60 Haitian migrants held captive
Armed smugglers interrupted a US Coast Guard operation to remove illegal Haitian migrants from an overloaded boat, holding 60 of the passengers at gunpoint as they escaped authorities, the US Embassy said on Thursday.
Armed smugglers interrupted a US Coast Guard operation to remove illegal Haitian migrants from an overloaded boat, holding 60 of the passengers at gunpoint as they escaped authorities, the US Embassy said Thursday. The Coast Guard cutter Venturous intercepted the smugglers' boat Monday near the Haitian barrier island of La Tortue and took on board 35 of the approximately 100 illegal passengers, said Petty Officer 3rd Class Nick Ameen, a Coast Guard spokesman. The 26 men and nine women apprehended were repatriated to Haiti on Wednesday, he added.

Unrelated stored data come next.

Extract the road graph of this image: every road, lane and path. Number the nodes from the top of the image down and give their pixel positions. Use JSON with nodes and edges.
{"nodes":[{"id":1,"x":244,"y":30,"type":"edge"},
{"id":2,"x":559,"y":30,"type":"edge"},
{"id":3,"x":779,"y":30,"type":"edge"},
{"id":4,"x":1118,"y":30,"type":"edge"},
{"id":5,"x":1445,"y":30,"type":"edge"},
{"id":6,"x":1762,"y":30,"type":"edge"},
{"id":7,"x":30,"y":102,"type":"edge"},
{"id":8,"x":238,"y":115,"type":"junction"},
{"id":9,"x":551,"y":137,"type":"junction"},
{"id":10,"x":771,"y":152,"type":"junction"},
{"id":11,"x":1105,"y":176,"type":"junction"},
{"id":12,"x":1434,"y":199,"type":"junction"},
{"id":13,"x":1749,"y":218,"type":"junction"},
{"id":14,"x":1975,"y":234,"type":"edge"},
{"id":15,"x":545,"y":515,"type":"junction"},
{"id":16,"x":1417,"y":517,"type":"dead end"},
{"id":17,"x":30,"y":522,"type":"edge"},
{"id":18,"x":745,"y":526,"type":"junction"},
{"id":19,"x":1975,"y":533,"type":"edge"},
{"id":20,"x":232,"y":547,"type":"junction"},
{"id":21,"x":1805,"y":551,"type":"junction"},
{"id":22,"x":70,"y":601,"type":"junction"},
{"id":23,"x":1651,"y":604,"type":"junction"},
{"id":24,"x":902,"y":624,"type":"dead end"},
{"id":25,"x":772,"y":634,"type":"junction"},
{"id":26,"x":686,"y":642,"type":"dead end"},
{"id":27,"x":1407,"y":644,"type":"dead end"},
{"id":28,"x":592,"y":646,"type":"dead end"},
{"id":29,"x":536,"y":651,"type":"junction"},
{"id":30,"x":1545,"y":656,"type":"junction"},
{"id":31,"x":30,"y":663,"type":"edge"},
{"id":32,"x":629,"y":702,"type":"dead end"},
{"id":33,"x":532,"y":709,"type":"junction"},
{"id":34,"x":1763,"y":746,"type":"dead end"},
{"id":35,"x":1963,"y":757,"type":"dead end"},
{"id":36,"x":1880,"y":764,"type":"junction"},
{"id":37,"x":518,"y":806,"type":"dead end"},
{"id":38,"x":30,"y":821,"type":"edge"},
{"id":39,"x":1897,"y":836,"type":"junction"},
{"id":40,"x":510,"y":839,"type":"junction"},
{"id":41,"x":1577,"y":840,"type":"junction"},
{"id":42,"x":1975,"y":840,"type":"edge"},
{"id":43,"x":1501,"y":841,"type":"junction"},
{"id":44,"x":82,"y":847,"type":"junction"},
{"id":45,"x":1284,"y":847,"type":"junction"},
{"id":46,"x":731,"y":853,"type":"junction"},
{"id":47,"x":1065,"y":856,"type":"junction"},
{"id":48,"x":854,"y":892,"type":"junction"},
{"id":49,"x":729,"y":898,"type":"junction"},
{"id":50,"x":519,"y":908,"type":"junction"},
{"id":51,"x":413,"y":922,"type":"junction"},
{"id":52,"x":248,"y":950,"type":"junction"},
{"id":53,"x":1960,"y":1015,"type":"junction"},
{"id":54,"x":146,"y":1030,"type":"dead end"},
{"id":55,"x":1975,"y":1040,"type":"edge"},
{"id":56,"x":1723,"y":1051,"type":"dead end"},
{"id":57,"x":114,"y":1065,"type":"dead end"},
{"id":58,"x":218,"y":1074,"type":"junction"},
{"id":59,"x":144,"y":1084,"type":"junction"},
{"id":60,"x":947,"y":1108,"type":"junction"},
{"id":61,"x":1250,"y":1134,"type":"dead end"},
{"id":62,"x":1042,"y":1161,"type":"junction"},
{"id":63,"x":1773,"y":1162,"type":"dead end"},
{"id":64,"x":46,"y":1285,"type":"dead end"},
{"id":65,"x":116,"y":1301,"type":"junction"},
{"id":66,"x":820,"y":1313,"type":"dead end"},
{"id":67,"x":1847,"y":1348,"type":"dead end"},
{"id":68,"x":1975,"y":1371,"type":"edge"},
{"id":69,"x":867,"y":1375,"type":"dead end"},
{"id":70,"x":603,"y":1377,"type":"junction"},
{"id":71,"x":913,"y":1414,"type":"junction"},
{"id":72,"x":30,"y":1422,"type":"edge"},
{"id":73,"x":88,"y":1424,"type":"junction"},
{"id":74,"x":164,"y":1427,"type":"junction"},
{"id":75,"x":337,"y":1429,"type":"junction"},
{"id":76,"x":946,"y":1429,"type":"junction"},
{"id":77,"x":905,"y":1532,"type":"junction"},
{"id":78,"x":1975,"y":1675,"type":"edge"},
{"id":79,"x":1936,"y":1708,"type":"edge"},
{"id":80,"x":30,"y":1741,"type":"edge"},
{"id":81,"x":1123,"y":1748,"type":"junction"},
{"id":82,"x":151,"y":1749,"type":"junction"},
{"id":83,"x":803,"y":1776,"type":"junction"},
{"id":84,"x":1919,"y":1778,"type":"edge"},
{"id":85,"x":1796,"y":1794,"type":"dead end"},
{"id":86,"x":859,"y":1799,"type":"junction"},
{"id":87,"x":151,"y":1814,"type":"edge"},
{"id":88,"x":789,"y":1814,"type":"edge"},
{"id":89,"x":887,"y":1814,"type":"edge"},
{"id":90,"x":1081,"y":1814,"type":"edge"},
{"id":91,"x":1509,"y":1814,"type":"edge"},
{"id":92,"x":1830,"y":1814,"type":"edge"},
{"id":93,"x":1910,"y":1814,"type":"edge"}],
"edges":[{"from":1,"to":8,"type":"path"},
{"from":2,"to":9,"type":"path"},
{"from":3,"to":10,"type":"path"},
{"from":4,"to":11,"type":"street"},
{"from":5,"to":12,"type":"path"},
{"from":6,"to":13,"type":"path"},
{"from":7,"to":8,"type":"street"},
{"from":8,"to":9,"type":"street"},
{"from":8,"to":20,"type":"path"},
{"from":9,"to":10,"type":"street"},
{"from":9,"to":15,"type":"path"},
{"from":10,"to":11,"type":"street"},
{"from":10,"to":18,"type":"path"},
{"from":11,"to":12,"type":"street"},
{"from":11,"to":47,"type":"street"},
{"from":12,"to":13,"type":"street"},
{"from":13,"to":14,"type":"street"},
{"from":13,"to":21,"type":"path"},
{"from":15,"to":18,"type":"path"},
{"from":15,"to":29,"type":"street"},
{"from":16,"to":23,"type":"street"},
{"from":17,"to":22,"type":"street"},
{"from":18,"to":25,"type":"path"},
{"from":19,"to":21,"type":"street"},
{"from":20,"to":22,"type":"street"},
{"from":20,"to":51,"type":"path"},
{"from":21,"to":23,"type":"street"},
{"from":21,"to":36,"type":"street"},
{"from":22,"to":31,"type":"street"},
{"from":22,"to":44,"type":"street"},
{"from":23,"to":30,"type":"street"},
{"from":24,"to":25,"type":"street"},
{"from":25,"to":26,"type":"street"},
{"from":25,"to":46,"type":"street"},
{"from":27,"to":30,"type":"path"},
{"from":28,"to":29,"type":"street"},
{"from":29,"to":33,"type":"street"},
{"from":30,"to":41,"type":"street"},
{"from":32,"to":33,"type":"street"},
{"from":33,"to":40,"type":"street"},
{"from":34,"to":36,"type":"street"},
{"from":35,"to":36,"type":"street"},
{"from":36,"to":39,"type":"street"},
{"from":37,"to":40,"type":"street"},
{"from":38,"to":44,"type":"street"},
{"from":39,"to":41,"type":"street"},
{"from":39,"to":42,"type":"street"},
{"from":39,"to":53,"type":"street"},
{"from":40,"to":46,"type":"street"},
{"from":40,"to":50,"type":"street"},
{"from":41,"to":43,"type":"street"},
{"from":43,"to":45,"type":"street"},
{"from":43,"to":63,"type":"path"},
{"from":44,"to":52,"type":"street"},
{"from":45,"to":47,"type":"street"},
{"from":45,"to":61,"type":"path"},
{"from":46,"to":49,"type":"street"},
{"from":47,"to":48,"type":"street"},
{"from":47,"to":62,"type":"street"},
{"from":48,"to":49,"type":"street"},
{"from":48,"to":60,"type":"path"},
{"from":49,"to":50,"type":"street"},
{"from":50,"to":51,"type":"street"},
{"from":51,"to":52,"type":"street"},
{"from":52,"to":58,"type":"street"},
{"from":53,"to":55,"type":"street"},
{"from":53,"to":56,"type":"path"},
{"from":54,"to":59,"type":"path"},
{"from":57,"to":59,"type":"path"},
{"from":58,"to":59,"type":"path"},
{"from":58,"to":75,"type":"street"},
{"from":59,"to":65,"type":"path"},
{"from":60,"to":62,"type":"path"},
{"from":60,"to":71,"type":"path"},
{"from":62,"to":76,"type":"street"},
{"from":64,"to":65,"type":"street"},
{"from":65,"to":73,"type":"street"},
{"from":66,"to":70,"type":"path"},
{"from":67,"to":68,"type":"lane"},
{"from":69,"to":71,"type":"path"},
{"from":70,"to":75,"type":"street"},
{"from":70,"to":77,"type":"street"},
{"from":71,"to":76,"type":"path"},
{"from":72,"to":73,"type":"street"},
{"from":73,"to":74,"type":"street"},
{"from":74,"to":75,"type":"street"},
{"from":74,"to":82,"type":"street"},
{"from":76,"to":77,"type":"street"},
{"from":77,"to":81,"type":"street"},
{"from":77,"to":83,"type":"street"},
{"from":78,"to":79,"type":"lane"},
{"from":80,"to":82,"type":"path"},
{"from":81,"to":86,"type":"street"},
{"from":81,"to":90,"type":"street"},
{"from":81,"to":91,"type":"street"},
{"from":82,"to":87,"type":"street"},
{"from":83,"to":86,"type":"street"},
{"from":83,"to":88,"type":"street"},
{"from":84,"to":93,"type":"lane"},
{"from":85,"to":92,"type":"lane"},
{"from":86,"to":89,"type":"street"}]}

But six armed smugglers threatened other passengers and prevented them from getting on the Coast Guard ship, instead fleeing with them aboard the vessel in shallow water.
Ameen said the cutter tried to pursue the migrant-laden boat but lost its trail as it headed back toward Haiti. The smugglers also have evaded the Haitian coast guard and Haitian police so far. Since October, the Coast Guard has stopped about 1,400 Haitian migrants fleeing the storm-wrecked, impoverished country for the United States.
At least nine people, including a pregnant woman, died earlier this month when an overloaded boat carrying Haitians to the U.S. capsized off the Florida coast. The suspected pilot of that boat has been charged in U.S. federal court and could face the death penalty. "We saw just how dangerous these smuggling operations can be," Ameen said. "The way these smugglers were fleeing the Coast Guard showed a total disregard for human life and law enforcement authority. People should not entrust their lives to these smugglers."
U.S. Secretary of State Hillary Clinton said during an April visit to Haiti that Washington is considering requests to grant Temporary Protective Status to an estimated 30,000 Haitians who now live illegally in the United States.
The designation blocks deportations to countries that have suffered natural disasters or conflicts and currently applies to six countries including Somalia, Sudan and El Salvador. But Clinton said it would likely apply only to those who had already arrived in the United States before President Barack Obama took office, saying "we don't want to encourage other Haitians to make the dangerous journey across the water."
The news comes as Haitians and Haitian-Americans are mourning the death of Rev. Gerard Jean-Juste, a 62-year-old Haitian Roman Catholic priest noted for his advocacy on behalf of migrants. He died Wednesday in Miami from stroke complications and a lung problem.